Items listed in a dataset
************

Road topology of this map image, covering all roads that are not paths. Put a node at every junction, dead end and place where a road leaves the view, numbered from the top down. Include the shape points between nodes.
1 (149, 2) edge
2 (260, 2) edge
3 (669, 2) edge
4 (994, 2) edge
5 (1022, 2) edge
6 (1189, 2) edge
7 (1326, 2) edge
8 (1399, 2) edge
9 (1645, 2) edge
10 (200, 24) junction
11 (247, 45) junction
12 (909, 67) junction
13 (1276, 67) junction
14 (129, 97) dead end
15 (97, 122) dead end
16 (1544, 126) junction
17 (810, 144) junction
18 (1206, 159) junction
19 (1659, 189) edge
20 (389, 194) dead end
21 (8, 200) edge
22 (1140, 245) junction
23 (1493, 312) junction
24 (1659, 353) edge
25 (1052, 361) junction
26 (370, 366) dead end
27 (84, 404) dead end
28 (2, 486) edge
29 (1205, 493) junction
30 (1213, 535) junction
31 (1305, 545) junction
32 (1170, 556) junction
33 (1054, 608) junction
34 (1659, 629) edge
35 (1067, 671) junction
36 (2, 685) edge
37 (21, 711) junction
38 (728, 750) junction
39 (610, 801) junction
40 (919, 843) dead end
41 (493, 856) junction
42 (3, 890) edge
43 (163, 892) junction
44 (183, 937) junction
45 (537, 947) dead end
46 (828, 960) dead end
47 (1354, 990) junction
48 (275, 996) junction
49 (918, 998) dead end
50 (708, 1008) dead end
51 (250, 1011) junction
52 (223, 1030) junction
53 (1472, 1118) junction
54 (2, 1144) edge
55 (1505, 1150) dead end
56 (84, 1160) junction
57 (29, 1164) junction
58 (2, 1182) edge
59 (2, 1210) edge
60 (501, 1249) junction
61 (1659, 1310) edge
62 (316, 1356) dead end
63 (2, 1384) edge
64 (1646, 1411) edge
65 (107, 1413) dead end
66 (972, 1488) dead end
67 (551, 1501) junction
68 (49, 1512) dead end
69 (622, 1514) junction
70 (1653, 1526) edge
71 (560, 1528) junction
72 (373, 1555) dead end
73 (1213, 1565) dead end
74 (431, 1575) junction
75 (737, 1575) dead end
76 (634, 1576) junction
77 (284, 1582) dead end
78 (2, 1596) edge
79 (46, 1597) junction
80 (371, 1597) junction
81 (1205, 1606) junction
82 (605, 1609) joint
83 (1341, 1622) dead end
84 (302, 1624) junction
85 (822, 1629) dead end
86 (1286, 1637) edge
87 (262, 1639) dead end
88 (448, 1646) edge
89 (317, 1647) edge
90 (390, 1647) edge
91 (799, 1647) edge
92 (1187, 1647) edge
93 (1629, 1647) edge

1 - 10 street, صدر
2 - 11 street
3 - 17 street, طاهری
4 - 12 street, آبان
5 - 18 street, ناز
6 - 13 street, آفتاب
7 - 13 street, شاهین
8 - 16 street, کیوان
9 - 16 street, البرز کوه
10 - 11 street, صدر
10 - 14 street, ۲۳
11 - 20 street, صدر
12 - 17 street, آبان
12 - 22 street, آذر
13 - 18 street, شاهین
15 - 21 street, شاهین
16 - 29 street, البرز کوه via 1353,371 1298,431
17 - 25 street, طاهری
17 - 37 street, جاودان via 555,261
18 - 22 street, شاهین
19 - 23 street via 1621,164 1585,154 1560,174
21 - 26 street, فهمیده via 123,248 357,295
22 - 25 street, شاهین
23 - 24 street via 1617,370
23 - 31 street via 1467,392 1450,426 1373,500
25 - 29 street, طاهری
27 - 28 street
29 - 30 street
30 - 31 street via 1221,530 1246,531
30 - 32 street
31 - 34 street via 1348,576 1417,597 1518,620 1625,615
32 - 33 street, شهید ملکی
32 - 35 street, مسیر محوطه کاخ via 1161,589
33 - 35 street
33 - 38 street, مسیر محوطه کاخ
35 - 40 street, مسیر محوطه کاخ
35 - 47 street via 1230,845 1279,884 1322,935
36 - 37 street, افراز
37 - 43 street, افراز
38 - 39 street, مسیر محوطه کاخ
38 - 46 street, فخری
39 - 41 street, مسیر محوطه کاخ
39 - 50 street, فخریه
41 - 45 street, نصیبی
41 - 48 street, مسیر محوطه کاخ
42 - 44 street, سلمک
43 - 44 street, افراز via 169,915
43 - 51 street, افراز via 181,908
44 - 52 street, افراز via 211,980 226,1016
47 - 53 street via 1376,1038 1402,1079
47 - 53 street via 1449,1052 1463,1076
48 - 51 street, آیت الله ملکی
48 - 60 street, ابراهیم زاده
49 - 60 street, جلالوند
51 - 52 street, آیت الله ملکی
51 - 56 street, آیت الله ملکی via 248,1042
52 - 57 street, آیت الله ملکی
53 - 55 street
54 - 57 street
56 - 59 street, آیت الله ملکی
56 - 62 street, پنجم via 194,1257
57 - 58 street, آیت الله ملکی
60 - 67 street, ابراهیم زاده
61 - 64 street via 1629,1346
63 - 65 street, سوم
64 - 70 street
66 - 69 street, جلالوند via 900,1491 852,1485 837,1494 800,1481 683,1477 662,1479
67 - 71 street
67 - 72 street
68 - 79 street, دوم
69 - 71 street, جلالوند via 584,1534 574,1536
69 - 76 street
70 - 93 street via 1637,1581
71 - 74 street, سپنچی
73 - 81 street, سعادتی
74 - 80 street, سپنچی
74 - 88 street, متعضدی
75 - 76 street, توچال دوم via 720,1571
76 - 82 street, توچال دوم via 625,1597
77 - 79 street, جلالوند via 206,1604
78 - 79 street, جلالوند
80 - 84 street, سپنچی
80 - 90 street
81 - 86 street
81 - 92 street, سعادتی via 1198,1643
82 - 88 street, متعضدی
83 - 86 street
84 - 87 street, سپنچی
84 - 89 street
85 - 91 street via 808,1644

************

**What the exercise asks**.
Each entry above needs to be retyped exactly as it appears.

**Solution to the problem**.
Road topology of this map image, covering all roads that are not paths. Put a node at every junction, dead end and place where a road leaves the view, numbered from the top down. Include the shape points between nodes.
1 (149, 2) edge
2 (260, 2) edge
3 (669, 2) edge
4 (994, 2) edge
5 (1022, 2) edge
6 (1189, 2) edge
7 (1326, 2) edge
8 (1399, 2) edge
9 (1645, 2) edge
10 (200, 24) junction
11 (247, 45) junction
12 (909, 67) junction
13 (1276, 67) junction
14 (129, 97) dead end
15 (97, 122) dead end
16 (1544, 126) junction
17 (810, 144) junction
18 (1206, 159) junction
19 (1659, 189) edge
20 (389, 194) dead end
21 (8, 200) edge
22 (1140, 245) junction
23 (1493, 312) junction
24 (1659, 353) edge
25 (1052, 361) junction
26 (370, 366) dead end
27 (84, 404) dead end
28 (2, 486) edge
29 (1205, 493) junction
30 (1213, 535) junction
31 (1305, 545) junction
32 (1170, 556) junction
33 (1054, 608) junction
34 (1659, 629) edge
35 (1067, 671) junction
36 (2, 685) edge
37 (21, 711) junction
38 (728, 750) junction
39 (610, 801) junction
40 (919, 843) dead end
41 (493, 856) junction
42 (3, 890) edge
43 (163, 892) junction
44 (183, 937) junction
45 (537, 947) dead end
46 (828, 960) dead end
47 (1354, 990) junction
48 (275, 996) junction
49 (918, 998) dead end
50 (708, 1008) dead end
51 (250, 1011) junction
52 (223, 1030) junction
53 (1472, 1118) junction
54 (2, 1144) edge
55 (1505, 1150) dead end
56 (84, 1160) junction
57 (29, 1164) junction
58 (2, 1182) edge
59 (2, 1210) edge
60 (501, 1249) junction
61 (1659, 1310) edge
62 (316, 1356) dead end
63 (2, 1384) edge
64 (1646, 1411) edge
65 (107, 1413) dead end
66 (972, 1488) dead end
67 (551, 1501) junction
68 (49, 1512) dead end
69 (622, 1514) junction
70 (1653, 1526) edge
71 (560, 1528) junction
72 (373, 1555) dead end
73 (1213, 1565) dead end
74 (431, 1575) junction
75 (737, 1575) dead end
76 (634, 1576) junction
77 (284, 1582) dead end
78 (2, 1596) edge
79 (46, 1597) junction
80 (371, 1597) junction
81 (1205, 1606) junction
82 (605, 1609) joint
83 (1341, 1622) dead end
84 (302, 1624) junction
85 (822, 1629) dead end
86 (1286, 1637) edge
87 (262, 1639) dead end
88 (448, 1646) edge
89 (317, 1647) edge
90 (390, 1647) edge
91 (799, 1647) edge
92 (1187, 1647) edge
93 (1629, 1647) edge

1 - 10 street, صدر
2 - 11 street
3 - 17 street, طاهری
4 - 12 street, آبان
5 - 18 street, ناز
6 - 13 street, آفتاب
7 - 13 street, شاهین
8 - 16 street, کیوان
9 - 16 street, البرز کوه
10 - 11 street, صدر
10 - 14 street, ۲۳
11 - 20 street, صدر
12 - 17 street, آبان
12 - 22 street, آذر
13 - 18 street, شاهین
15 - 21 street, شاهین
16 - 29 street, البرز کوه via 1353,371 1298,431
17 - 25 street, طاهری
17 - 37 street, جاودان via 555,261
18 - 22 street, شاهین
19 - 23 street via 1621,164 1585,154 1560,174
21 - 26 street, فهمیده via 123,248 357,295
22 - 25 street, شاهین
23 - 24 street via 1617,370
23 - 31 street via 1467,392 1450,426 1373,500
25 - 29 street, طاهری
27 - 28 street
29 - 30 street
30 - 31 street via 1221,530 1246,531
30 - 32 street
31 - 34 street via 1348,576 1417,597 1518,620 1625,615
32 - 33 street, شهید ملکی
32 - 35 street, مسیر محوطه کاخ via 1161,589
33 - 35 street
33 - 38 street, مسیر محوطه کاخ
35 - 40 street, مسیر محوطه کاخ
35 - 47 street via 1230,845 1279,884 1322,935
36 - 37 street, افراز
37 - 43 street, افراز
38 - 39 street, مسیر محوطه کاخ
38 - 46 street, فخری
39 - 41 street, مسیر محوطه کاخ
39 - 50 street, فخریه
41 - 45 street, نصیبی
41 - 48 street, مسیر محوطه کاخ
42 - 44 street, سلمک
43 - 44 street, افراز via 169,915
43 - 51 street, افراز via 181,908
44 - 52 street, افراز via 211,980 226,1016
47 - 53 street via 1376,1038 1402,1079
47 - 53 street via 1449,1052 1463,1076
48 - 51 street, آیت الله ملکی
48 - 60 street, ابراهیم زاده
49 - 60 street, جلالوند
51 - 52 street, آیت الله ملکی
51 - 56 street, آیت الله ملکی via 248,1042
52 - 57 street, آیت الله ملکی
53 - 55 street
54 - 57 street
56 - 59 street, آیت الله ملکی
56 - 62 street, پنجم via 194,1257
57 - 58 street, آیت الله ملکی
60 - 67 street, ابراهیم زاده
61 - 64 street via 1629,1346
63 - 65 street, سوم
64 - 70 street
66 - 69 street, جلالوند via 900,1491 852,1485 837,1494 800,1481 683,1477 662,1479
67 - 71 street
67 - 72 street
68 - 79 street, دوم
69 - 71 street, جلالوند via 584,1534 574,1536
69 - 76 street
70 - 93 street via 1637,1581
71 - 74 street, سپنچی
73 - 81 street, سعادتی
74 - 80 street, سپنچی
74 - 88 street, متعضدی
75 - 76 street, توچال دوم via 720,1571
76 - 82 street, توچال دوم via 625,1597
77 - 79 street, جلالوند via 206,1604
78 - 79 street, جلالوند
80 - 84 street, سپنچی
80 - 90 street
81 - 86 street
81 - 92 street, سعادتی via 1198,1643
82 - 88 street, متعضدی
83 - 86 street
84 - 87 street, سپنچی
84 - 89 street
85 - 91 street via 808,1644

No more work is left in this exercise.